- Abbreviation: NFP
- Chairman: Assem el Gazzar
- Secretary-General: El Sayed El Quseir
- Deputy Chairman: Mahmoud el Sharawyy
- Founders: Assem el Gazzar
- Founded: 30 December 2024; 14 months ago
- Headquarters: 90 North Road, New Cairo, Cairo
- Ideology: Pragmatism
- Political position: Big tent
- National affiliation: National Unified List for Egypt (since 2025)
- Colors: Black Red Gold
- Slogan: "Egypt for all" Arabic: مصر للجميع
- House of Representatives: 70 / 596
- Senate: 22 / 300

Website
- https://algabhaalwataniya.com/

= National Front Party (Egypt) =

The National Front Party (حزب الجبهة الوطنية) is an Egyptian political party founded in December 2024.

==History==
The party's formation was announced at a public ceremony held in a hotel in the New Administrative Capital, which was attended by a significant number of politicians, public figures, and members of the Egyptian parliament (both the House of Representatives and the Senate).

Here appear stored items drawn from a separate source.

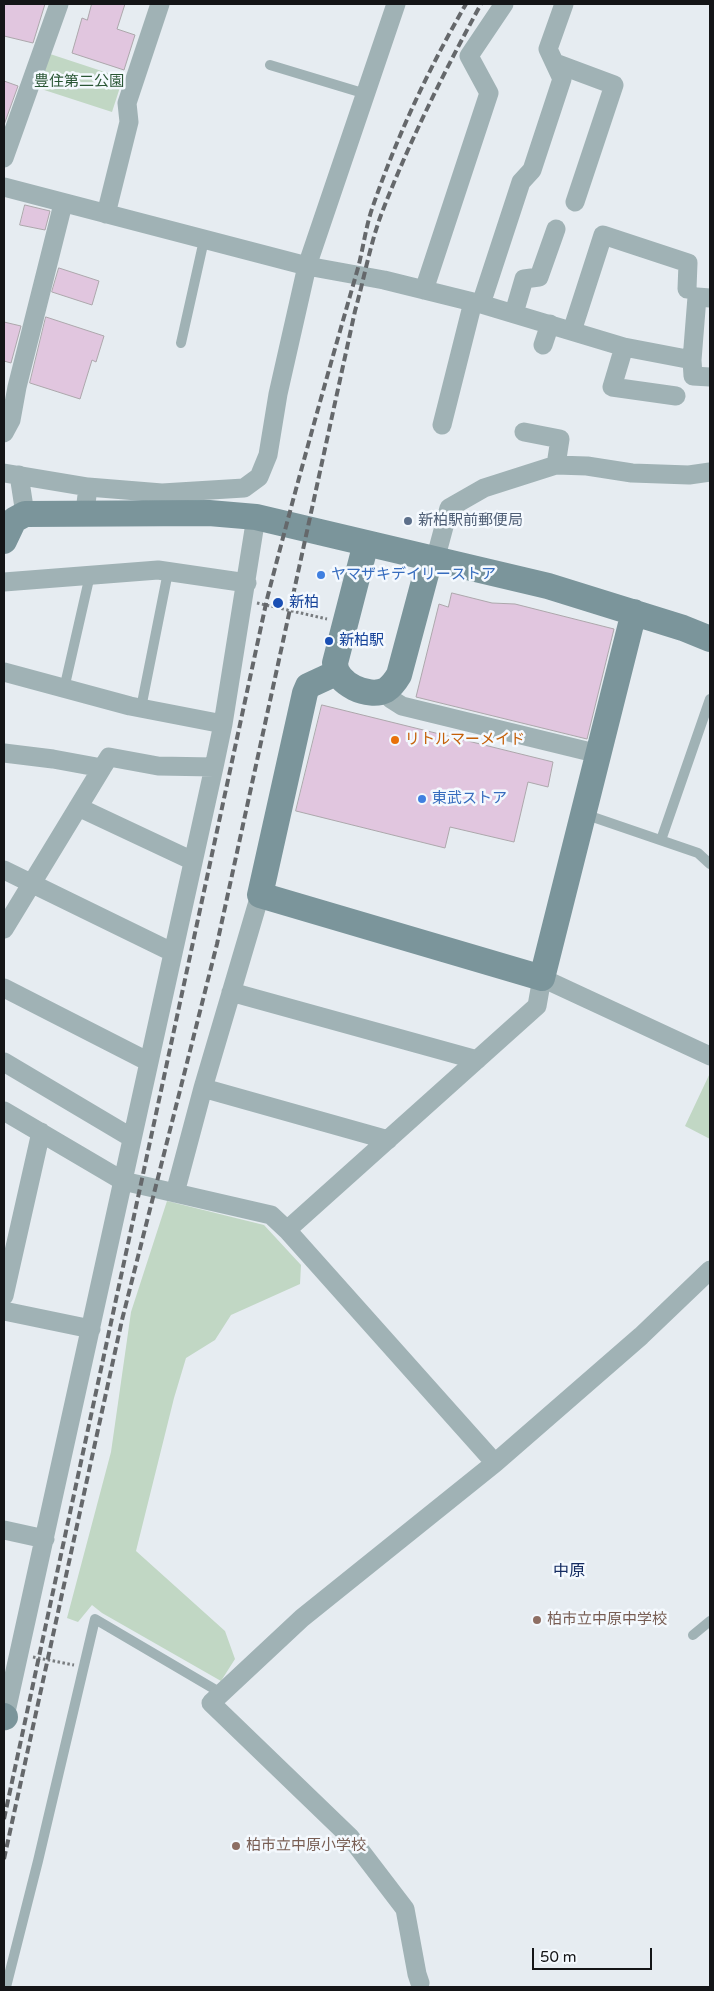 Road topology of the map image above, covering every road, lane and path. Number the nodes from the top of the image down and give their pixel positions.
1 (59, 4) edge
2 (160, 4) edge
3 (396, 4) edge
4 (504, 4) edge
5 (564, 4) edge
6 (555, 63) junction
7 (270, 65) dead end
8 (366, 94) junction
9 (4, 158) edge
10 (4, 187) edge
11 (575, 202) dead end
12 (63, 204) junction
13 (106, 214) junction
14 (556, 229) dead end
15 (204, 240) junction
16 (307, 266) junction
17 (687, 289) dead end
18 (424, 290) junction
19 (710, 298) edge
20 (477, 303) junction
21 (514, 313) junction
22 (550, 324) junction
23 (572, 330) junction
24 (181, 343) dead end
25 (544, 345) dead end
26 (624, 347) junction
27 (692, 360) junction
28 (710, 377) edge
29 (676, 396) dead end
30 (442, 425) dead end
31 (4, 432) edge
32 (524, 432) dead end
33 (556, 465) junction
34 (710, 472) edge
35 (12, 474) edge
36 (86, 500) junction
37 (25, 514) junction
38 (256, 517) junction
39 (4, 541) edge
40 (366, 543) junction
41 (430, 559) junction
42 (168, 572) junction
43 (90, 575) junction
44 (4, 582) edge
45 (245, 592) junction
46 (634, 612) junction
47 (344, 624) junction
48 (710, 639) edge
49 (4, 672) edge
50 (336, 673) junction
51 (64, 689) junction
52 (386, 690) junction
53 (710, 699) edge
54 (140, 708) junction
55 (223, 724) junction
56 (4, 753) edge
57 (598, 754) junction
58 (214, 767) junction
59 (102, 768) junction
60 (78, 807) junction
61 (583, 814) junction
62 (661, 840) junction
63 (193, 861) junction
64 (710, 864) edge
65 (4, 870) edge
66 (32, 883) junction
67 (260, 895) junction
68 (4, 929) edge
69 (172, 952) junction
70 (542, 978) junction
71 (4, 988) edge
72 (231, 992) junction
73 (710, 1056) edge
74 (477, 1060) junction
75 (4, 1062) edge
76 (149, 1062) junction
77 (203, 1088) junction
78 (6, 1117) edge
79 (41, 1132) junction
80 (132, 1138) junction
81 (388, 1140) junction
82 (123, 1181) junction
83 (175, 1193) junction
84 (287, 1230) junction
85 (710, 1270) edge
86 (4, 1296) edge
87 (4, 1312) edge
88 (90, 1329) junction
89 (495, 1463) junction
90 (4, 1530) edge
91 (45, 1538) junction
92 (710, 1621) edge
93 (693, 1634) dead end
94 (30, 1657) dead end
95 (83, 1666) junction
96 (221, 1692) junction
97 (4, 1718) edge
98 (419, 1986) edge
99 (6, 1987) edge

1 - 9 street
2 - 13 street
3 - 8 street
4 - 18 street
5 - 6 street
6 - 11 street
6 - 20 street
7 - 8 lane
8 - 16 street
10 - 12 street
12 - 13 street
12 - 31 street
13 - 15 street
14 - 21 street
15 - 16 street
15 - 24 lane
16 - 18 street
16 - 36 street
17 - 23 street
18 - 20 street
19 - 27 street
20 - 21 street
20 - 30 street
21 - 22 street
22 - 23 street
22 - 25 street
23 - 26 street
26 - 27 street
26 - 29 street
27 - 28 street
32 - 33 street
33 - 34 street
33 - 41 street
35 - 36 street
35 - 37 street
36 - 37 street
36 - 38 street
37 - 39 street
38 - 40 street
38 - 45 street
40 - 41 street
40 - 47 street
41 - 46 street
41 - 52 street
42 - 43 street
42 - 45 street
42 - 54 lane
43 - 44 street
43 - 51 lane
45 - 47 path
45 - 55 street
46 - 48 street
46 - 57 street
47 - 50 street
49 - 51 street
50 - 52 street
50 - 67 street
51 - 54 street
52 - 57 street
53 - 62 lane
54 - 55 street
55 - 58 street
56 - 59 street
57 - 61 street
58 - 59 street
58 - 63 street
59 - 60 street
60 - 63 street
60 - 66 street
61 - 62 lane
61 - 70 street
62 - 64 lane
63 - 69 street
65 - 66 street
66 - 68 street
66 - 69 street
67 - 70 street
67 - 72 street
69 - 76 street
70 - 73 street
70 - 74 street
71 - 76 street
72 - 74 street
72 - 77 street
74 - 81 street
75 - 80 street
76 - 80 street
77 - 81 street
77 - 83 street
78 - 79 street
79 - 82 street
79 - 86 street
80 - 82 street
81 - 84 street
82 - 83 street
82 - 88 street
83 - 84 street
84 - 89 street
85 - 89 street
87 - 88 street
88 - 91 street
89 - 96 street
90 - 91 street
91 - 97 street
92 - 93 lane
94 - 95 path
95 - 96 lane
95 - 99 lane
96 - 98 street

Immediately following the launch, the party rapidly expanded and began establishing headquarters in Cairo and various governorates to formally collect member registration forms (Arabic: توكيلات تأسيس). The former Minister of Housing, Assem el Gazzar, was named as the agent for the party's founders.

Composed largely of former government officials, the party is perceived by independent media as an extension of the political influence of Ibrahim al-Arjani, a powerful Egyptian businessman, close friend of President Abdel Fattah el-Sisi and a prominent former military partner in Egypt's war on terror in Sinai. Its formation is viewed by an anonymous opposition leader as a way to create a party that would not be closely tied to the security services, in contrast to the Nation's Future Party.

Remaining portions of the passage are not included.